[Stored items]
::::::
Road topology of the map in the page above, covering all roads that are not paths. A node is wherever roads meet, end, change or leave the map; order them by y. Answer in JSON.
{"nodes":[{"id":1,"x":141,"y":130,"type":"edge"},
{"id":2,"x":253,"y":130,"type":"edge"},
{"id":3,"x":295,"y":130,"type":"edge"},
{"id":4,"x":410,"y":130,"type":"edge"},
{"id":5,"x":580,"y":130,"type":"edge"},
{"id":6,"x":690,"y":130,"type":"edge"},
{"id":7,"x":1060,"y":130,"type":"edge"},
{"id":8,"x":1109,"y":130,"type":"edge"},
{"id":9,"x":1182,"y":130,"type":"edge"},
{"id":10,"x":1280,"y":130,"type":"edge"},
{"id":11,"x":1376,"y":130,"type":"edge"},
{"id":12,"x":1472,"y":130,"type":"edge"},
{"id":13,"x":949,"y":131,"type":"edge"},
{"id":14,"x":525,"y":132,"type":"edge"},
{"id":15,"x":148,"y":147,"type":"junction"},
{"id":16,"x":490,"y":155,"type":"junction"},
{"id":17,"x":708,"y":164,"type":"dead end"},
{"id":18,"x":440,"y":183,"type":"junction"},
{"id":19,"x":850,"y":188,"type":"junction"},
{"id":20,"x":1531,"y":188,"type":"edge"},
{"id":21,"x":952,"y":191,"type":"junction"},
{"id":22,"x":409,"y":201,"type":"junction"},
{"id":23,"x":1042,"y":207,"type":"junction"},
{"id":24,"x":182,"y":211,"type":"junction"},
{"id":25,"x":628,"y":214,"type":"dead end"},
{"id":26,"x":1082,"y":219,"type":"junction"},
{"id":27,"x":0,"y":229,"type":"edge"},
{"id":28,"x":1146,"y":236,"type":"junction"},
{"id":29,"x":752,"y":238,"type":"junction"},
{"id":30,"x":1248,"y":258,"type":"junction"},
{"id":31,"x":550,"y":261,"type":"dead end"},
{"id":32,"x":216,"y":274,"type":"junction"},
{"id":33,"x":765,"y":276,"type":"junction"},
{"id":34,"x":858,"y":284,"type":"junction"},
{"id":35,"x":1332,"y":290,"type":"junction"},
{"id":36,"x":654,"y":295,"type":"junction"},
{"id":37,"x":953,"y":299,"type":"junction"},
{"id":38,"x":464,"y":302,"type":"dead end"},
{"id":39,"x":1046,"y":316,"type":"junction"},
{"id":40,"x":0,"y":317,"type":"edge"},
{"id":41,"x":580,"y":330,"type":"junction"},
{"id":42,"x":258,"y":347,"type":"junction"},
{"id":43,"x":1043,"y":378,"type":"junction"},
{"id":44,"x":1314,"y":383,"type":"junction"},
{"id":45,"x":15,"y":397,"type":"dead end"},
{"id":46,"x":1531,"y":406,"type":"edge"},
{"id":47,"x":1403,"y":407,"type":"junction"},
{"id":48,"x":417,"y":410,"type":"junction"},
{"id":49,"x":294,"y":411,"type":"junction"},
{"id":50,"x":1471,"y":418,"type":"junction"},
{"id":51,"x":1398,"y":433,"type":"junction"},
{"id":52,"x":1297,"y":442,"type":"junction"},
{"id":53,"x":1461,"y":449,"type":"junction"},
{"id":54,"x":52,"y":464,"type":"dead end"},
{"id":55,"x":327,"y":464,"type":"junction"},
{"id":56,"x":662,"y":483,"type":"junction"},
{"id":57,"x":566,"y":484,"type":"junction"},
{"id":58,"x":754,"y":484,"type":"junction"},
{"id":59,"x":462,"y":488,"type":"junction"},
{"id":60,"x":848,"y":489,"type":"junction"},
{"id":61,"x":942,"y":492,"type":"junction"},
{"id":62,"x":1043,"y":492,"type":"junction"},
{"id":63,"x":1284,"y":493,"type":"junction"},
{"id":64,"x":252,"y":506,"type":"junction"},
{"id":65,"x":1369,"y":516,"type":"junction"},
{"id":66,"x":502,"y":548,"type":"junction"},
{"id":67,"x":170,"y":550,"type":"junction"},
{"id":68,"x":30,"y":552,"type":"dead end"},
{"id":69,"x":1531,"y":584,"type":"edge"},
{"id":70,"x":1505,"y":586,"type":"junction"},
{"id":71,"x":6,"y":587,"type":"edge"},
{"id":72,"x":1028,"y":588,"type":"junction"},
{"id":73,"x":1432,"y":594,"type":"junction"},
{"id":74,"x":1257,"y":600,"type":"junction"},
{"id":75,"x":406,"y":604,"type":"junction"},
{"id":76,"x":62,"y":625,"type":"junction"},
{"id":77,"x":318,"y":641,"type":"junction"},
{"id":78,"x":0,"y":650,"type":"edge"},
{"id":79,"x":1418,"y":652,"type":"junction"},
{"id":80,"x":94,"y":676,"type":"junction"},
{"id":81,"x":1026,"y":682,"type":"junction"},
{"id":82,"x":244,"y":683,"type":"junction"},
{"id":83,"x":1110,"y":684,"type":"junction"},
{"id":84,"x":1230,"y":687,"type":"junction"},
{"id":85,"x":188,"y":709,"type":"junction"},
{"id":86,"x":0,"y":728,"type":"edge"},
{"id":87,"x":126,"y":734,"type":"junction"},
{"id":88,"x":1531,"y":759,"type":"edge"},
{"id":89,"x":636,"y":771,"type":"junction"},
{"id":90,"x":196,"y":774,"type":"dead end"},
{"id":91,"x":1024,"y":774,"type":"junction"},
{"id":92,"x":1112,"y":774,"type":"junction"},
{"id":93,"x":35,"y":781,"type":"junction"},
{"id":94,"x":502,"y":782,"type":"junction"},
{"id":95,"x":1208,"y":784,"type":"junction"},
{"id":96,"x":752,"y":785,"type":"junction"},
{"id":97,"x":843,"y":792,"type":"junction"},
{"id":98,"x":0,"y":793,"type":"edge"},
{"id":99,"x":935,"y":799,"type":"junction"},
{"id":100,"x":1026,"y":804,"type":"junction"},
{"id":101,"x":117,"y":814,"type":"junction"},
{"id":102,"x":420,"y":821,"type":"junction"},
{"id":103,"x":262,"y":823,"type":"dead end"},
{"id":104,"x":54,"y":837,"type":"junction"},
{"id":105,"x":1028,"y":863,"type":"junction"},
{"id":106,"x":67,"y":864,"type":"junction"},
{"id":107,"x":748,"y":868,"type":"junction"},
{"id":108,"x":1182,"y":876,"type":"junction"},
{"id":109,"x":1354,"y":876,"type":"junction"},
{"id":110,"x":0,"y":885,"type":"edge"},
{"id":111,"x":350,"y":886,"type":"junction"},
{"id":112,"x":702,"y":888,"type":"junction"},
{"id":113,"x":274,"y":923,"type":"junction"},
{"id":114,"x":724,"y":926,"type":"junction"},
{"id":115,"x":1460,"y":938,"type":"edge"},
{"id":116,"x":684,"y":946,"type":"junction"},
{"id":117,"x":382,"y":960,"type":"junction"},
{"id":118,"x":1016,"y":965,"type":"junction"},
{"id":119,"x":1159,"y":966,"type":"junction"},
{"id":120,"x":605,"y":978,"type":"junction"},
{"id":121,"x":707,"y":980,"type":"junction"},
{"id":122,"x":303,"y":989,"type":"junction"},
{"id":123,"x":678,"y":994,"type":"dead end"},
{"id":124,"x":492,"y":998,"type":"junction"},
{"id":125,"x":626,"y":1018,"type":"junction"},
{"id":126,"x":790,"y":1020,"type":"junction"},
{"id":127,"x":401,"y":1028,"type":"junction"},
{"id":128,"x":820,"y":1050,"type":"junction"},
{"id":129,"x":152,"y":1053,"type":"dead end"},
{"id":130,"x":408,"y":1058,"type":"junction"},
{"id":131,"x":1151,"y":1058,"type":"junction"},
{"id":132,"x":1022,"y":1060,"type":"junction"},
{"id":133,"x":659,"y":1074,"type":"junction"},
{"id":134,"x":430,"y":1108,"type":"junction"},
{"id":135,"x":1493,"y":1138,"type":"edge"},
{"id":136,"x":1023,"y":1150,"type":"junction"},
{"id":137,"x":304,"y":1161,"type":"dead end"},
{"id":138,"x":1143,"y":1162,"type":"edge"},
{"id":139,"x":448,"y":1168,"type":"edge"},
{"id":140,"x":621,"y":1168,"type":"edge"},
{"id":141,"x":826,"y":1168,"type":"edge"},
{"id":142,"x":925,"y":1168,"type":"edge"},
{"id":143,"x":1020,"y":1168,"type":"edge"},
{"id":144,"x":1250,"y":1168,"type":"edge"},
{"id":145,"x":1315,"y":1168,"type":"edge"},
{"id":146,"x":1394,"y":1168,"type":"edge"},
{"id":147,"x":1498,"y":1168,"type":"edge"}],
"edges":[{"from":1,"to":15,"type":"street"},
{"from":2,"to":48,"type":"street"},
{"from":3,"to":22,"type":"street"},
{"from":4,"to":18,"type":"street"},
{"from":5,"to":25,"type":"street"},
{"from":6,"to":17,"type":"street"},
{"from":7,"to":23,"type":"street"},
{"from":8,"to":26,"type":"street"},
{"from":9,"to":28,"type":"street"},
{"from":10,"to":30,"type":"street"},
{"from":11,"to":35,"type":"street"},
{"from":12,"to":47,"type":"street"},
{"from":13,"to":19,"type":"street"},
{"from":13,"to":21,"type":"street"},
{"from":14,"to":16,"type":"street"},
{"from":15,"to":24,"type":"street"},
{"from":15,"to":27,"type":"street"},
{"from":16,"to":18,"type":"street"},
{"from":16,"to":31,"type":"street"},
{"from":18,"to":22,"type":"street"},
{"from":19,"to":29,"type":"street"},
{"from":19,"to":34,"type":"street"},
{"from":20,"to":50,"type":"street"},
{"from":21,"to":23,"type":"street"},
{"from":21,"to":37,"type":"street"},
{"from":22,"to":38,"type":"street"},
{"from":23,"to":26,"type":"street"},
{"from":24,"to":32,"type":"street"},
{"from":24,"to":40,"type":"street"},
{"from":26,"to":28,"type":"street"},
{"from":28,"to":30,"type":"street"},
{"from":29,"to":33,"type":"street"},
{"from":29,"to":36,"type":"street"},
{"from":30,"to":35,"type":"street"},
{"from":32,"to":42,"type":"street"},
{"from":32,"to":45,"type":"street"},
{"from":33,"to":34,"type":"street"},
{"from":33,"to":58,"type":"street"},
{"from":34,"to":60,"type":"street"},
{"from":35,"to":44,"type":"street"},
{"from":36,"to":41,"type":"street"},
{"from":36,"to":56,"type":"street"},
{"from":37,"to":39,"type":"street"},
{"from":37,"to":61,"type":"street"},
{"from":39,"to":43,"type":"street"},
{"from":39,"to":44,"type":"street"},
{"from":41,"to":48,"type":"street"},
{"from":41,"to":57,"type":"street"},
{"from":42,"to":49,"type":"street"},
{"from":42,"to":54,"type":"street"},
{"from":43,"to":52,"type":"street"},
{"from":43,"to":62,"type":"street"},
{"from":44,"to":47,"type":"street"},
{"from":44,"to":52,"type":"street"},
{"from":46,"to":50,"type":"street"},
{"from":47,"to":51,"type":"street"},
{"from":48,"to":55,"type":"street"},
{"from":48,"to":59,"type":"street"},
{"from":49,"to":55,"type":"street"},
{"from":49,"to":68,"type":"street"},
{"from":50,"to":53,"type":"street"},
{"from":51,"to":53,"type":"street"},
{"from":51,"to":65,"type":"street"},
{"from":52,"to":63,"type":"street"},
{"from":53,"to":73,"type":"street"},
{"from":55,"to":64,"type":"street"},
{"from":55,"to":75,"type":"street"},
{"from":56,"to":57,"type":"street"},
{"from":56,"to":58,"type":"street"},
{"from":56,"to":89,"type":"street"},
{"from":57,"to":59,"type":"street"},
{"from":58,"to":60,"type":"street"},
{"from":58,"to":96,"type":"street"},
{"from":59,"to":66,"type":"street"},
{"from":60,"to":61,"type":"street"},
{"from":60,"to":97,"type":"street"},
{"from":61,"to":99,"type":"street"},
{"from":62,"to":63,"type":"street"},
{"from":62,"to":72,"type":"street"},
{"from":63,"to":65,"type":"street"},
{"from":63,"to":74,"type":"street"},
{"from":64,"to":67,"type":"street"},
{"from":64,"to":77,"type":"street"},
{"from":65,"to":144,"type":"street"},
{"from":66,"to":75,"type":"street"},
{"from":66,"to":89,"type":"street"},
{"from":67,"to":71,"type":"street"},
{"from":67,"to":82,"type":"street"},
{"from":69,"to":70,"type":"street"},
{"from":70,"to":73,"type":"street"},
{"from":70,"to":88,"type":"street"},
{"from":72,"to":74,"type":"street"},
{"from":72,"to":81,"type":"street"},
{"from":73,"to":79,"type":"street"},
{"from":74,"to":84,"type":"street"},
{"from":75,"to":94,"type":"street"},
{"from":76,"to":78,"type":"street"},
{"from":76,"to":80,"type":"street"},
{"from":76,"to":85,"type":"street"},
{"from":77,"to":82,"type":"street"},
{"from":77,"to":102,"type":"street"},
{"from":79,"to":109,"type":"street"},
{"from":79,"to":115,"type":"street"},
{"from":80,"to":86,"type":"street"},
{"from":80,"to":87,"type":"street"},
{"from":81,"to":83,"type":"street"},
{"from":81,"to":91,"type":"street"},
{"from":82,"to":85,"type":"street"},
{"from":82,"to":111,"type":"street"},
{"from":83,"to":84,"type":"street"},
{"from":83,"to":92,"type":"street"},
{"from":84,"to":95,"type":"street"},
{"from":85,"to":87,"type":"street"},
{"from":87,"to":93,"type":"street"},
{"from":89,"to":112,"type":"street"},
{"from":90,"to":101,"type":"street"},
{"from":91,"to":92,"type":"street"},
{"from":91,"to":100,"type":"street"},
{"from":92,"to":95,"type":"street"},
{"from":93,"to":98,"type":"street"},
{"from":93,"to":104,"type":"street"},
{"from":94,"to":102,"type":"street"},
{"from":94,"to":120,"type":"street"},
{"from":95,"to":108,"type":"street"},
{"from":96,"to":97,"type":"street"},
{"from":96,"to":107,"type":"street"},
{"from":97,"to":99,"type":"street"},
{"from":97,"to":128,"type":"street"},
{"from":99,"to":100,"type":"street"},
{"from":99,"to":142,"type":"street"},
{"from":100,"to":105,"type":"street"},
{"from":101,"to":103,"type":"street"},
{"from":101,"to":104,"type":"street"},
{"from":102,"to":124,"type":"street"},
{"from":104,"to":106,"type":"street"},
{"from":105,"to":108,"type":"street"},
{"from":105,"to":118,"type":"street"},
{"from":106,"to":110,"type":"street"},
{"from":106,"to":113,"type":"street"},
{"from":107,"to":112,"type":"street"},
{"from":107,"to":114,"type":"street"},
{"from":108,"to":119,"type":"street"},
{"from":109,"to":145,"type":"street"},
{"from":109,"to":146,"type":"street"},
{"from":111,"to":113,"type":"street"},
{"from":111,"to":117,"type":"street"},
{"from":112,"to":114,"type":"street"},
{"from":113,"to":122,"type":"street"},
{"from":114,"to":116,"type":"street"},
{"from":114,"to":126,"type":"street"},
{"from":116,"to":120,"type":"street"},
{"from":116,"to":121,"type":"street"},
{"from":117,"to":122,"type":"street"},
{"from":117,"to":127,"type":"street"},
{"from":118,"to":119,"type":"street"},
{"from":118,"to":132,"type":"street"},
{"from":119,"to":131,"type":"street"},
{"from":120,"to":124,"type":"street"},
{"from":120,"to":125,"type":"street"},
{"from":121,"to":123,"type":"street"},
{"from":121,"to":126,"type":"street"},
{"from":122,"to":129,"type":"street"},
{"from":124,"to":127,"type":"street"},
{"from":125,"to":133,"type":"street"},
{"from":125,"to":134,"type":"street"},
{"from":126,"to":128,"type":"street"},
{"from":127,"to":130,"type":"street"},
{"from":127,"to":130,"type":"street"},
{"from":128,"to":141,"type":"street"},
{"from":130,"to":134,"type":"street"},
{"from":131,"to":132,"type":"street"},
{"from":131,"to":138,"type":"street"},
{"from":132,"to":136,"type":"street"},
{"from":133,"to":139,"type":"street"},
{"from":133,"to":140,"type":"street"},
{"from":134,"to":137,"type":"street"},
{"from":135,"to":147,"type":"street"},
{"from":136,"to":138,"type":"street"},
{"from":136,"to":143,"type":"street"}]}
::::::
● **YOUR OBJECTIVE**: List each line of the records that holds the string "dead".

● **ANSWER SPACE**:
{"id":17,"x":708,"y":164,"type":"dead end"},
{"id":25,"x":628,"y":214,"type":"dead end"},
{"id":31,"x":550,"y":261,"type":"dead end"},
{"id":38,"x":464,"y":302,"type":"dead end"},
{"id":45,"x":15,"y":397,"type":"dead end"},
{"id":54,"x":52,"y":464,"type":"dead end"},
{"id":68,"x":30,"y":552,"type":"dead end"},
{"id":90,"x":196,"y":774,"type":"dead end"},
{"id":103,"x":262,"y":823,"type":"dead end"},
{"id":123,"x":678,"y":994,"type":"dead end"},
{"id":129,"x":152,"y":1053,"type":"dead end"},
{"id":137,"x":304,"y":1161,"type":"dead end"},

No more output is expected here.